*EXERCISE AIM*
Start at the first line of the listing below. Write out each line exactly, stopping after the one that contains "Digitize the connectivity".

*RECORDS TO USE*
☆ ☆ ☆ ☆
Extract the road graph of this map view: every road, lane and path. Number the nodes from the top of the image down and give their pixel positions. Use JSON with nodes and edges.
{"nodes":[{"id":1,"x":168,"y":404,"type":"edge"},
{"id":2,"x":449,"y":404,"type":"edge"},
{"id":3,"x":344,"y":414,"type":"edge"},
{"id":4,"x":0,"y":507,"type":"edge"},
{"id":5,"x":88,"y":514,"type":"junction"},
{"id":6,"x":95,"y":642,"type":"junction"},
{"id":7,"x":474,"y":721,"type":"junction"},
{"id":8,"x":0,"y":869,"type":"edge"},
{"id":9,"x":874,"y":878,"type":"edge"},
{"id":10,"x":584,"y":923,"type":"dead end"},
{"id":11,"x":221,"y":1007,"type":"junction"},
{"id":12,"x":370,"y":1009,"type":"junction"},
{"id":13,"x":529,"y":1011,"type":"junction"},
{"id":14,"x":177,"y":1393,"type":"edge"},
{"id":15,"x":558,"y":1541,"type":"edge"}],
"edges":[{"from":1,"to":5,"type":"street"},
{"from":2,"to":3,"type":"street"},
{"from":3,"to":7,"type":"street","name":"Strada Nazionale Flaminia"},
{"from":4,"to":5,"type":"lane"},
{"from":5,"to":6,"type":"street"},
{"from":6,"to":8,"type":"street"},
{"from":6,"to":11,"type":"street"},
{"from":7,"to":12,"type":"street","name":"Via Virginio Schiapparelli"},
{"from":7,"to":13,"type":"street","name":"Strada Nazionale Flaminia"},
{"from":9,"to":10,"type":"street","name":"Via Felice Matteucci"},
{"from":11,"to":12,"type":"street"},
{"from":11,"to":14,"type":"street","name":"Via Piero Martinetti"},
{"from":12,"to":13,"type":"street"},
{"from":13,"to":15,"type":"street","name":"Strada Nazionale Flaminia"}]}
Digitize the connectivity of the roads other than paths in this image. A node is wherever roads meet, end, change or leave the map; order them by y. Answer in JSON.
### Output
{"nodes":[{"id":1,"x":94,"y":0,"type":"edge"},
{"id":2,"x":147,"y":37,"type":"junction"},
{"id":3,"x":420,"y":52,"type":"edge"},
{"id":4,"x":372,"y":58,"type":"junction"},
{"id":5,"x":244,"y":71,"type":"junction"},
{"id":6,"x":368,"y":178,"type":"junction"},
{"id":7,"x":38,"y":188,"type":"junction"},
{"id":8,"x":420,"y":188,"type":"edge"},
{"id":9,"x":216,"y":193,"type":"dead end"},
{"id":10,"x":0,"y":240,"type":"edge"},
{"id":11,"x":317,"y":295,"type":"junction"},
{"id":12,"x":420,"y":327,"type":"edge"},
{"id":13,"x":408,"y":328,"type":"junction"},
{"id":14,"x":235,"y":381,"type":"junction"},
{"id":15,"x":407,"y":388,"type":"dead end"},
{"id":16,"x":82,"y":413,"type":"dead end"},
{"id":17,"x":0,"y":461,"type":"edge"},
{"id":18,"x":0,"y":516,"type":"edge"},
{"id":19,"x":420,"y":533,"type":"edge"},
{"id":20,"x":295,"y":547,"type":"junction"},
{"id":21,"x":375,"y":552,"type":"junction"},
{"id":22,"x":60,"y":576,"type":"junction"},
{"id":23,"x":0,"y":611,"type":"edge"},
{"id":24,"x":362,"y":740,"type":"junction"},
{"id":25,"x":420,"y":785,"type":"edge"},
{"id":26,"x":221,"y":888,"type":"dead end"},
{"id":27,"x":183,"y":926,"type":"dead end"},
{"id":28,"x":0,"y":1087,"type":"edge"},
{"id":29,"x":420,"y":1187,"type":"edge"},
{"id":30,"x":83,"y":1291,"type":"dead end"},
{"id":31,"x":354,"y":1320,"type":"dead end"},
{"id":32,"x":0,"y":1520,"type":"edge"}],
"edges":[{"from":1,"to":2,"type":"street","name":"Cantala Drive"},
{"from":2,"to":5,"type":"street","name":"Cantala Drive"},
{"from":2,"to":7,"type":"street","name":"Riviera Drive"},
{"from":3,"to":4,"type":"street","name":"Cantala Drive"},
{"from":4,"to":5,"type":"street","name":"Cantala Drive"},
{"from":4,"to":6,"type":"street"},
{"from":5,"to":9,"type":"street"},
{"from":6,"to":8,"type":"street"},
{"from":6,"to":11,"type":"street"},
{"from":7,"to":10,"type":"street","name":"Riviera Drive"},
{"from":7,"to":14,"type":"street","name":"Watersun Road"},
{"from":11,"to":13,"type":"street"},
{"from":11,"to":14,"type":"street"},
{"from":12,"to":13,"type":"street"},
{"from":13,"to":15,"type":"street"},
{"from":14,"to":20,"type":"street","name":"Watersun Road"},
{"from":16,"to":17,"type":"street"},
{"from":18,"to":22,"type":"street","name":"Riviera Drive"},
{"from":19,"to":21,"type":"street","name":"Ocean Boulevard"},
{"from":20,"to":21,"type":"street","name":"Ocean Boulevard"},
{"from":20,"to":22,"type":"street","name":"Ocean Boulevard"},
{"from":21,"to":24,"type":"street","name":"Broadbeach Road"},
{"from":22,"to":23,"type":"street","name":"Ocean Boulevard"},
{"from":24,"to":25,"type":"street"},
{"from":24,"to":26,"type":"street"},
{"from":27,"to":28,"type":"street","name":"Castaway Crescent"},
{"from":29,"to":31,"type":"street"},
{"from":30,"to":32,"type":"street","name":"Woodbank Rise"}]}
☆ ☆ ☆ ☆
*RESPONSE FOR THIS EXERCISE*
Extract the road graph of this map view: every road, lane and path. Number the nodes from the top of the image down and give their pixel positions. Use JSON with nodes and edges.
{"nodes":[{"id":1,"x":168,"y":404,"type":"edge"},
{"id":2,"x":449,"y":404,"type":"edge"},
{"id":3,"x":344,"y":414,"type":"edge"},
{"id":4,"x":0,"y":507,"type":"edge"},
{"id":5,"x":88,"y":514,"type":"junction"},
{"id":6,"x":95,"y":642,"type":"junction"},
{"id":7,"x":474,"y":721,"type":"junction"},
{"id":8,"x":0,"y":869,"type":"edge"},
{"id":9,"x":874,"y":878,"type":"edge"},
{"id":10,"x":584,"y":923,"type":"dead end"},
{"id":11,"x":221,"y":1007,"type":"junction"},
{"id":12,"x":370,"y":1009,"type":"junction"},
{"id":13,"x":529,"y":1011,"type":"junction"},
{"id":14,"x":177,"y":1393,"type":"edge"},
{"id":15,"x":558,"y":1541,"type":"edge"}],
"edges":[{"from":1,"to":5,"type":"street"},
{"from":2,"to":3,"type":"street"},
{"from":3,"to":7,"type":"street","name":"Strada Nazionale Flaminia"},
{"from":4,"to":5,"type":"lane"},
{"from":5,"to":6,"type":"street"},
{"from":6,"to":8,"type":"street"},
{"from":6,"to":11,"type":"street"},
{"from":7,"to":12,"type":"street","name":"Via Virginio Schiapparelli"},
{"from":7,"to":13,"type":"street","name":"Strada Nazionale Flaminia"},
{"from":9,"to":10,"type":"street","name":"Via Felice Matteucci"},
{"from":11,"to":12,"type":"street"},
{"from":11,"to":14,"type":"street","name":"Via Piero Martinetti"},
{"from":12,"to":13,"type":"street"},
{"from":13,"to":15,"type":"street","name":"Strada Nazionale Flaminia"}]}
Digitize the connectivity of the roads other than paths in this image. A node is wherever roads meet, end, change or leave the map; order them by y. Answer in JSON.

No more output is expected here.